Time continued, “In a searing reminder of the jarring everyday prevalence of guns, the skit goes on to put a firearm in shockingly uncomfortable situations, drawing nervous giggles: in a newborn baby’s hand, substituting for the bottle in the party game Spin the Bottle, at an office.”
Though it was obviously humor, the spoof bears no resemblance to the reality of gun culture. It reflected the cartoonish bias of those disconnected—culturally, geographically, politically—from the millions of Americans who own legal guns.
The SNL skit actually reminded me of how some on the hard right view Muslim Americans—believing their mere presence breeds extremism. We even have major Republican presidential candidates saying Muslims should never serve in the White House and large numbers of voters agreeing with this sentiment.
The threat of Islamic terrorism is something we must guard against. But is the problem really Muslim Americans?
The problem of mass shootings is something we must guard against. But is the problem really the vast majority of gun owning Americans?
The SNL skit aired 18 hours after the Waffle House incident in my hometown.

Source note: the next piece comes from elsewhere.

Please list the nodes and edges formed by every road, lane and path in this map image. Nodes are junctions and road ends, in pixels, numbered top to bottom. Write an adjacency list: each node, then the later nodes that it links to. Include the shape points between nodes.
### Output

The Washington Post’s Eugene Volokh recently gave multiple examples of the same type of incidents with the same outcomes—citizens with guns stopping crimes.
There are 350 million guns in the United States, something unusual compared to other countries. We also have the constitutional right to have guns.

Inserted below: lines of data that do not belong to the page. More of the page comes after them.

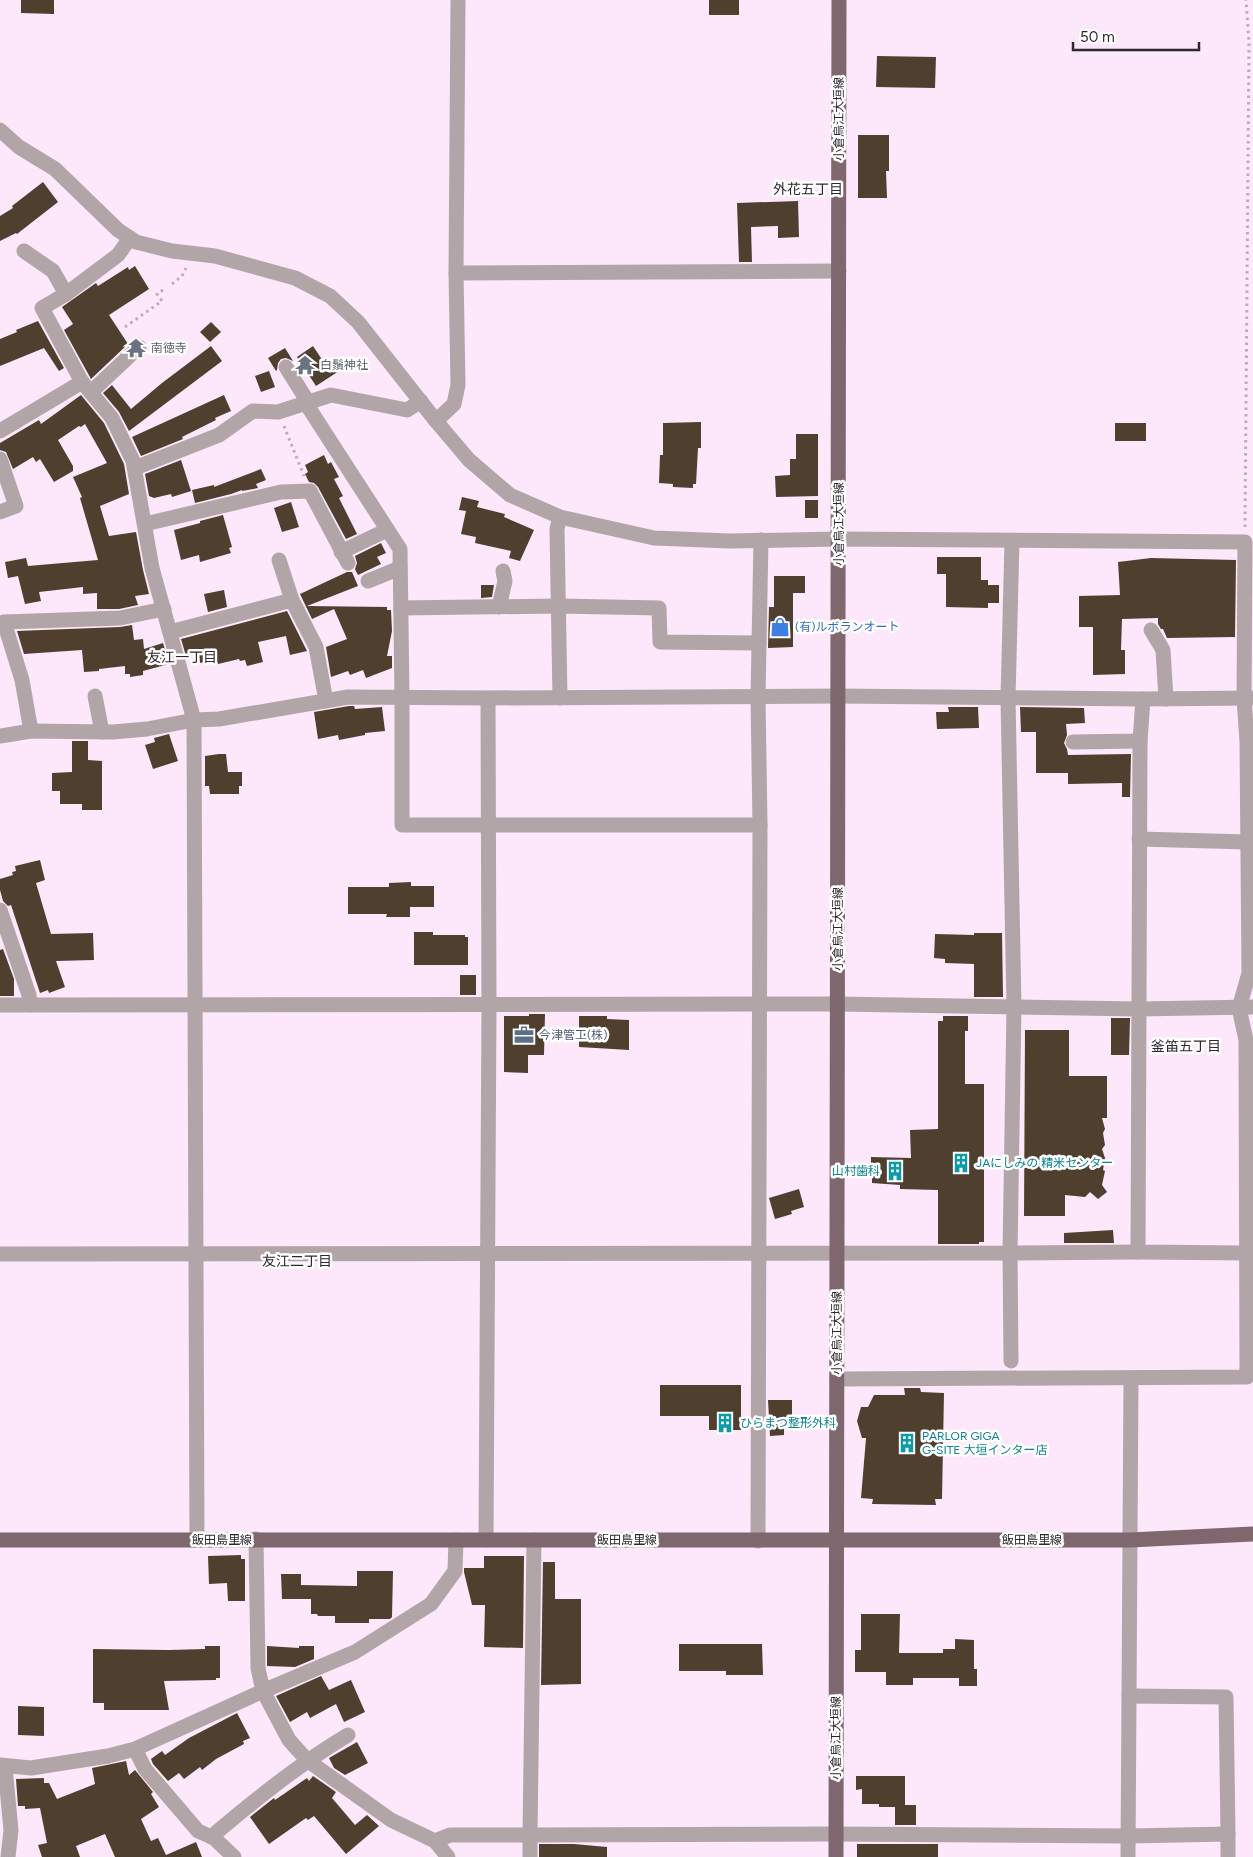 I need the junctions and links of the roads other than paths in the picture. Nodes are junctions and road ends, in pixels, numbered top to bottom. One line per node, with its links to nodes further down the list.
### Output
1 (458, 0): 7 (street)
2 (839, 0): 6 (main road, 小倉烏江大垣線)
3 (0, 130): 4 (street)
4 (130, 238): 8 (street); 12 (street)
5 (24, 251): 8 (street)
6 (839, 271): 7 (street); 22 (main road, 小倉烏江大垣線)
7 (456, 273): 14 (street)
8 (66, 294): 11 (street)
9 (139, 348): 11 (street)
10 (286, 367): 13 (street)
11 (86, 387): 15 (street); 17 (street)
12 (421, 401): 13 (street); 14 (street)
13 (306, 402): 17 (street); 21 (street)
14 (436, 421): 19 (street)
15 (0, 431)
16 (0, 459): 18 (street)
17 (135, 468): 20 (street)
18 (0, 512)
19 (560, 517): 23 (street); 30 (street)
20 (145, 524): 21 (street); 33 (street)
21 (387, 530): 26 (street)
22 (839, 539): 23 (street); 24 (street); 38 (main road, 小倉烏江大垣線)
23 (761, 540): 36 (street)
24 (1012, 540): 43 (street); 44 (street)
25 (279, 560): 29 (street)
26 (400, 568): 28 (street); 32 (street)
27 (503, 571): 31 (street)
28 (368, 581)
29 (292, 600): 35 (street); 47 (street)
30 (558, 606): 31 (street); 36 (street); 42 (street)
31 (499, 607): 32 (street)
32 (401, 608): 39 (street)
33 (164, 609): 35 (street); 49 (street)
34 (1151, 630): 46 (street)
35 (170, 632): 48 (street)
36 (759, 643): 40 (street)
37 (95, 696): 50 (street)
38 (838, 696): 40 (street); 43 (street); 61 (main road, 小倉烏江大垣線)
39 (402, 697): 41 (street); 47 (street); 54 (street)
40 (758, 697): 42 (street); 55 (street)
41 (488, 698): 42 (street); 54 (street)
42 (560, 698)
43 (1008, 698): 45 (street); 65 (street)
44 (1248, 698): 46 (street); 57 (street)
45 (1143, 699): 46 (street); 52 (street)
46 (1166, 699)
47 (326, 701): 48 (street)
48 (194, 720): 50 (street); 59 (street)
49 (31, 731): 50 (street); 51 (street)
50 (102, 732)
51 (0, 736)
52 (1140, 741): 53 (street); 56 (street)
53 (1073, 742)
54 (488, 825): 55 (street); 64 (street)
55 (760, 825): 60 (street)
56 (1139, 839): 57 (street); 67 (street)
57 (1247, 842): 66 (street)
58 (0, 910): 63 (street)
59 (196, 1004): 63 (street); 64 (street); 73 (street)
60 (759, 1004): 61 (street); 64 (street); 69 (street)
61 (838, 1004): 65 (street); 70 (main road, 小倉烏江大垣線)
62 (0, 1005): 63 (street)
63 (30, 1005)
64 (489, 1005): 74 (street)
65 (1014, 1007): 67 (street); 75 (street)
66 (1246, 1007): 67 (street); 71 (street)
67 (1138, 1009): 68 (street)
68 (1138, 1252): 71 (street); 75 (street)
69 (759, 1253): 70 (street); 74 (street); 87 (street)
70 (837, 1253): 75 (street); 78 (main road, 小倉烏江大垣線)
71 (1246, 1253): 77 (street)
72 (0, 1254): 73 (street)
73 (197, 1254): 74 (street); 82 (street)
74 (487, 1254): 84 (street)
75 (1010, 1254): 76 (street)
76 (1011, 1361)
77 (1131, 1378): 78 (street); 86 (street)
78 (836, 1379): 88 (main road, 小倉烏江大垣線)
79 (1253, 1534): 86 (main road, 飯田島里線)
80 (256, 1539): 82 (main road, 飯田島里線); 83 (main road, 飯田島里線); 89 (street)
81 (0, 1540): 82 (main road, 飯田島里線)
82 (198, 1540)
83 (456, 1540): 84 (main road, 飯田島里線); 89 (street)
84 (486, 1540): 85 (main road, 飯田島里線)
85 (534, 1540): 87 (main road, 飯田島里線); 97 (street)
86 (1130, 1540): 88 (main road, 飯田島里線); 90 (street)
87 (758, 1541): 88 (main road, 飯田島里線)
88 (836, 1541): 95 (main road, 小倉烏江大垣線)
89 (263, 1691): 92 (street); 93 (street)
90 (1129, 1696): 96 (street); 98 (street)
91 (348, 1735): 93 (street)
92 (135, 1749): 94 (street); 99 (street)
93 (308, 1760): 99 (street); 100 (street)
94 (3, 1766): 101 (street)
95 (836, 1834): 97 (street); 98 (street); 105 (main road, 小倉烏江大垣線)
96 (1228, 1834): 98 (street); 107 (street)
97 (530, 1835): 100 (street); 104 (street)
98 (1128, 1836): 106 (street)
99 (211, 1837): 102 (street)
100 (435, 1842): 103 (street)
101 (8, 1857)
102 (234, 1857)
103 (448, 1857)
104 (530, 1857)
105 (836, 1857)
106 (1128, 1857)
107 (1228, 1857)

If we can agree that, practically, these guns are not going anywhere, it then becomes a question of who should have them. We can always have more or less laws. The laws we already have did not stop a number of recent mass shootings. National Review’s Charles Cooke recently asked an MSNBC panel if it could name one new policy that would have stopped the shooting tragedy in Douglas County, Oregon last month. The panel struggled to find answers.
A police officer on the scene of the Waffle House shooting noted of the armed customer who acted, “It’s says something about firearms… for good people with firearms being in the right hands.”
Yes, it does say something—that there’s a significant, potentially life-saving difference between good people having guns and bad people having them.
Just saying guns are the problem is ignorant.
It’s also a prejudice some at a South Carolina Waffle House recently might not have understood.